Freud define a pulsão como estando entre o orgânico e o psíquico. O sexo é pulsão: corpo e alma, biologia e psicologia, natureza e cultura. A questão é a parte psíquica do sexo. Ou seja, as ideias que temos sobre o nosso sexo. São os famosos tabus da sexualidade. Lidar com o sexo nunca foi tarefa fácil. A cultura tenta padronizá-lo. Impossível! A realidade sempre excede aos rótulos. O corpo é infinito. Jamais saberemos tudo de qualquer coisa. Por isso mesmo, o sexo está sempre nos surpreendendo. Pena que o tememos tanto! Pior, é que na falta de conceitos, a cultura amedronta, ameaça, condena e pune. A repressão nunca funcionou. Todo recalque termina em bizarrices sexuais.
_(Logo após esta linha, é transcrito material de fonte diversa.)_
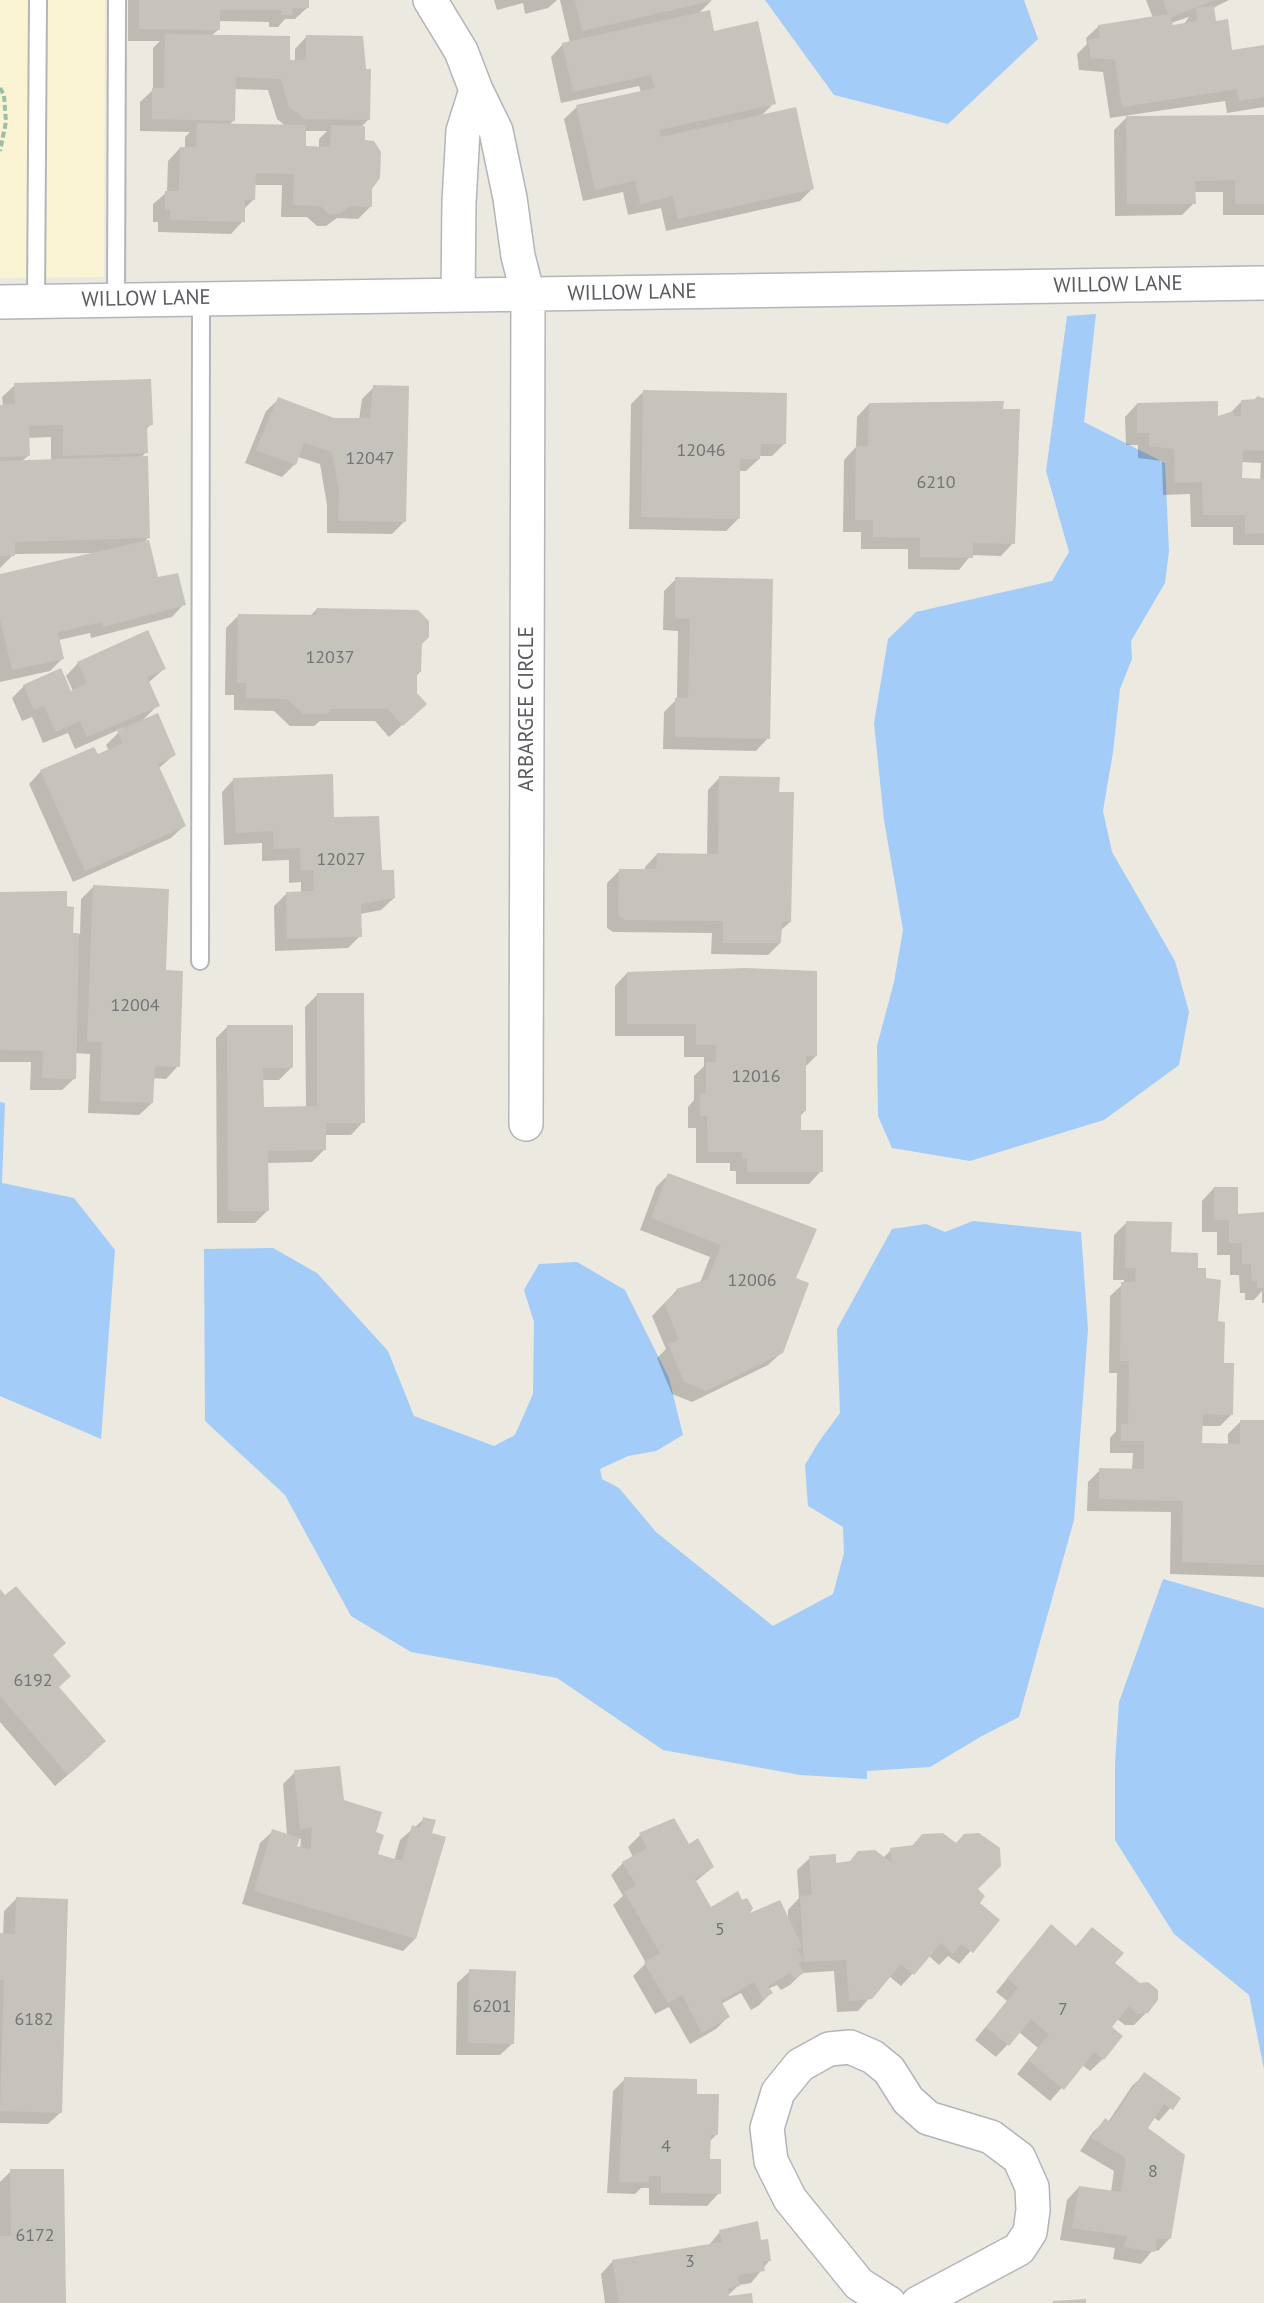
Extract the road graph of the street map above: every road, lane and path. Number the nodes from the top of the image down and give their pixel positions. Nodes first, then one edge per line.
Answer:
1 (38, 0) edge
2 (117, 0) edge
3 (430, 0) edge
4 (0, 88) edge
5 (476, 90) junction
6 (0, 151) edge
7 (1264, 283) edge
8 (458, 295) junction
9 (528, 295) junction
10 (201, 298) junction
11 (116, 299) junction
12 (36, 301) junction
13 (0, 302) edge
14 (200, 961) dead end
15 (526, 1124) dead end
16 (889, 2303) edge
17 (918, 2303) edge

1 - 12 lane
2 - 11 lane
3 - 5 street, ARBARGEE CIRCLE
4 - 6 path
5 - 8 street
5 - 9 street, ARBARGEE CIRCLE
7 - 9 street, WILLOW LANE
8 - 9 street, WILLOW LANE
8 - 10 street, WILLOW LANE
9 - 15 street, ARBARGEE CIRCLE
10 - 11 street, WILLOW LANE
10 - 14 lane
11 - 12 street, WILLOW LANE
12 - 13 street, WILLOW LANE
16 - 17 street

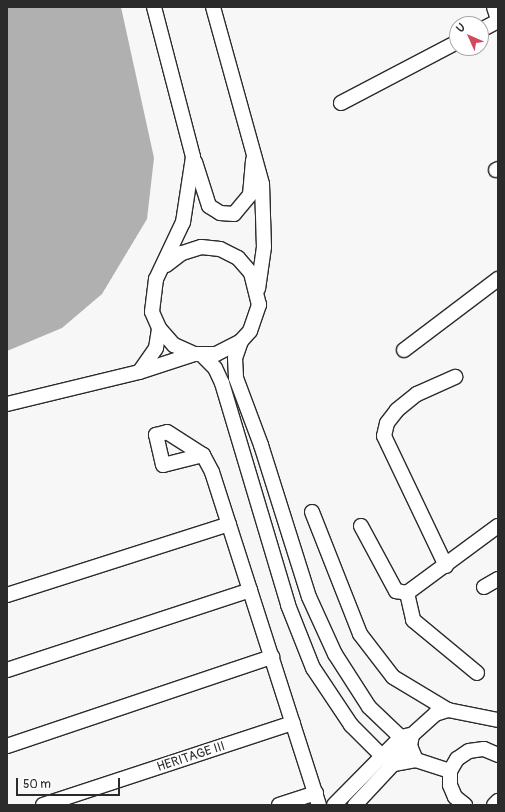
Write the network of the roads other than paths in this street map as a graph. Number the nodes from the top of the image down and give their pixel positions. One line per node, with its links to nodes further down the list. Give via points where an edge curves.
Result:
1 (154, 7): 9 (street)
2 (214, 7): 8 (street)
3 (494, 7): 4 (street)
4 (498, 20): 5 (street)
5 (489, 25)
6 (449, 46): 7 (street)
7 (341, 103)
8 (255, 148): 9 (street, via 250,195 234,214 220,213 209,206); 12 (street, via 265,214)
9 (193, 157): 10 (street, via 183,222)
10 (166, 265): 12 (street, via 182,253 201,247 220,249 238,258 247,268); 13 (street, via 156,279 152,295 152,312)
11 (498, 279): 15 (street)
12 (258, 291): 14 (street, via 256,318)
13 (158, 328): 16 (street, via 174,345); 17 (street, via 156,348)
14 (241, 341): 16 (street, via 216,354); 20 (street, via 235,358 236,378)
15 (404, 350)
16 (198, 354): 17 (street); 21 (street, via 219,376)
17 (139, 372): 19 (street)
18 (455, 377): 27 (street, via 417,394 387,423 384,436)
19 (7, 404)
20 (261, 445): 21 (street); 39 (street, via 309,597 335,654 369,707)
21 (242, 450): 41 (street, via 288,606 313,668 351,725)
22 (203, 455): 24 (street, via 212,472)
23 (312, 512): 36 (street, via 360,634 393,677)
24 (229, 524): 30 (street); 32 (street)
25 (361, 526): 31 (street, via 396,591)
26 (498, 526): 27 (street)
27 (446, 566): 31 (street)
28 (498, 579): 29 (street)
29 (484, 588)
30 (250, 590): 33 (street); 34 (street)
31 (407, 593): 35 (street, via 413,620)
32 (7, 595)
33 (272, 657): 38 (street); 40 (street)
34 (7, 670)
35 (477, 673)
36 (448, 710): 37 (street); 39 (street, via 427,719)
37 (498, 720)
38 (293, 723): 46 (street); 48 (street, HERITAGE III)
39 (408, 739): 41 (street); 43 (street); 44 (street)
40 (7, 746)
41 (382, 756): 44 (street); 50 (street)
42 (498, 756): 45 (street, via 484,749 469,751 457,759)
43 (416, 760): 44 (street); 45 (street)
44 (394, 764): 51 (street)
45 (450, 772): 52 (street, via 450,785 455,797)
46 (318, 799): 49 (street)
47 (498, 801): 53 (street)
48 (43, 805)
49 (279, 805)
50 (334, 805)
51 (355, 805)
52 (464, 805)
53 (494, 805)

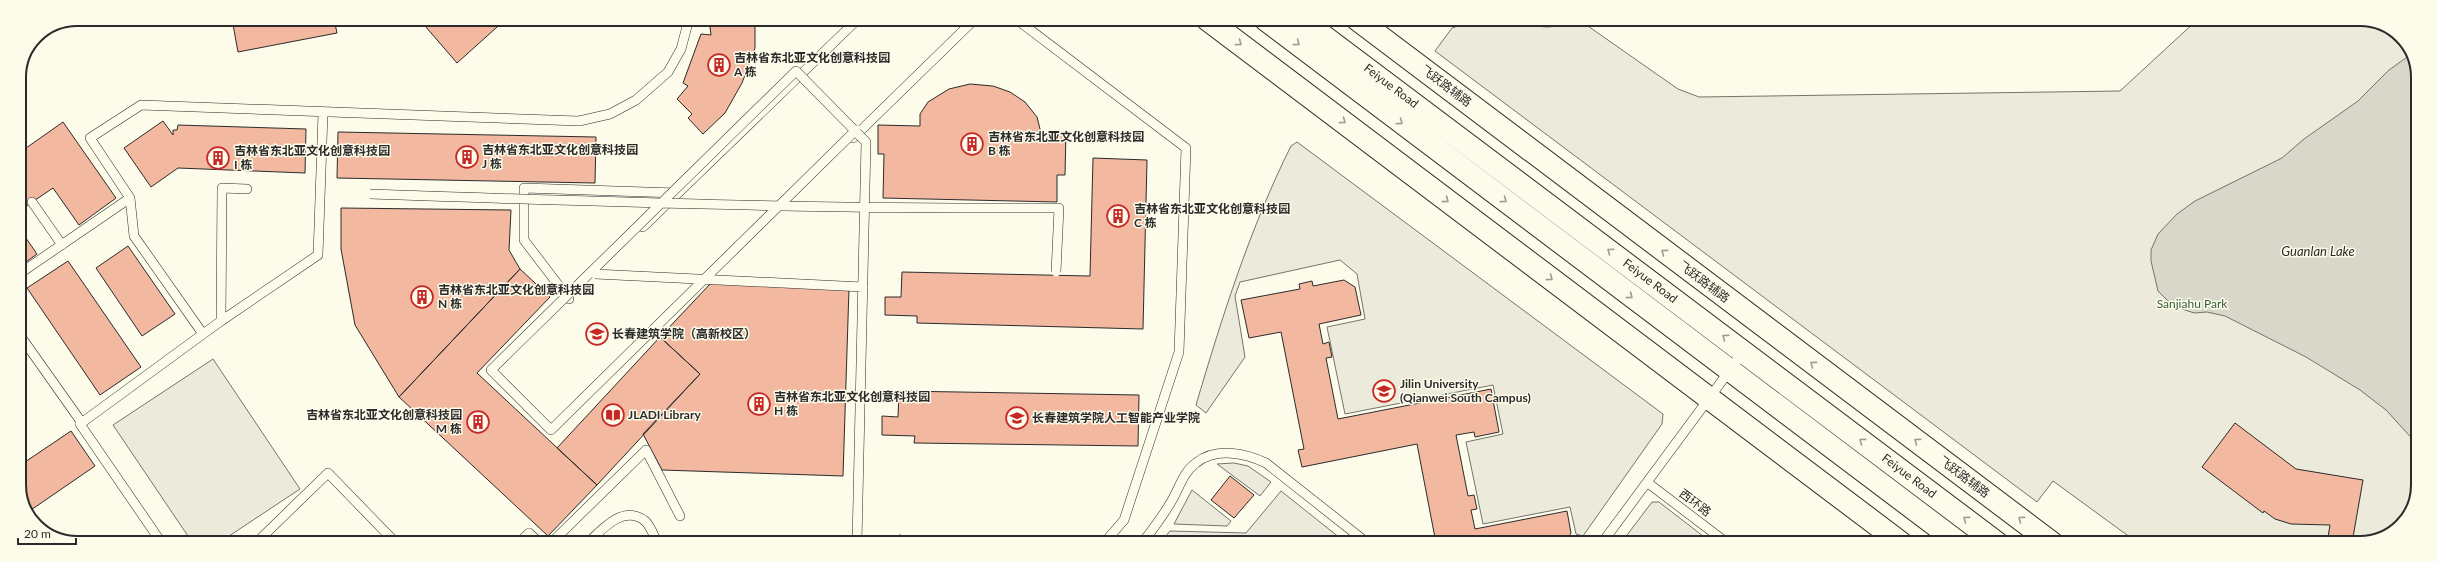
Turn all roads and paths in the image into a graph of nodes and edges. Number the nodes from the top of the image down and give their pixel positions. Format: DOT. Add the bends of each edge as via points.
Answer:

Qualquer comportamento sexualmente agressivo é reativo à força de seu aparato repressivo. A história da sexualidade vem sendo contada por  períodos de intensa repressão, acompanhados de períodos de extrema promiscuidade. Encontrar um meio de viver bem o sexo depende do que se passa dentro de cada um. Como harmonizar corpo e pensamento? Podemos e devemos viver o nosso sexo. Não podemos é transformar nosso sexo em dor. Temos um limite fundamental: fazer mau a quem quer que seja. Reprimimos, ao invés de cultivar a responsabilidade. Fazemos de conta que não estamos vendo, ao invés de chamar a atenção para os riscos. Estamos fazendo tudo errado. Podemos tudo – em tese. O que não podemos é viver nosso sexo de forma destrutiva. Precisamos – urgentemente – conversar mais sobre sexo.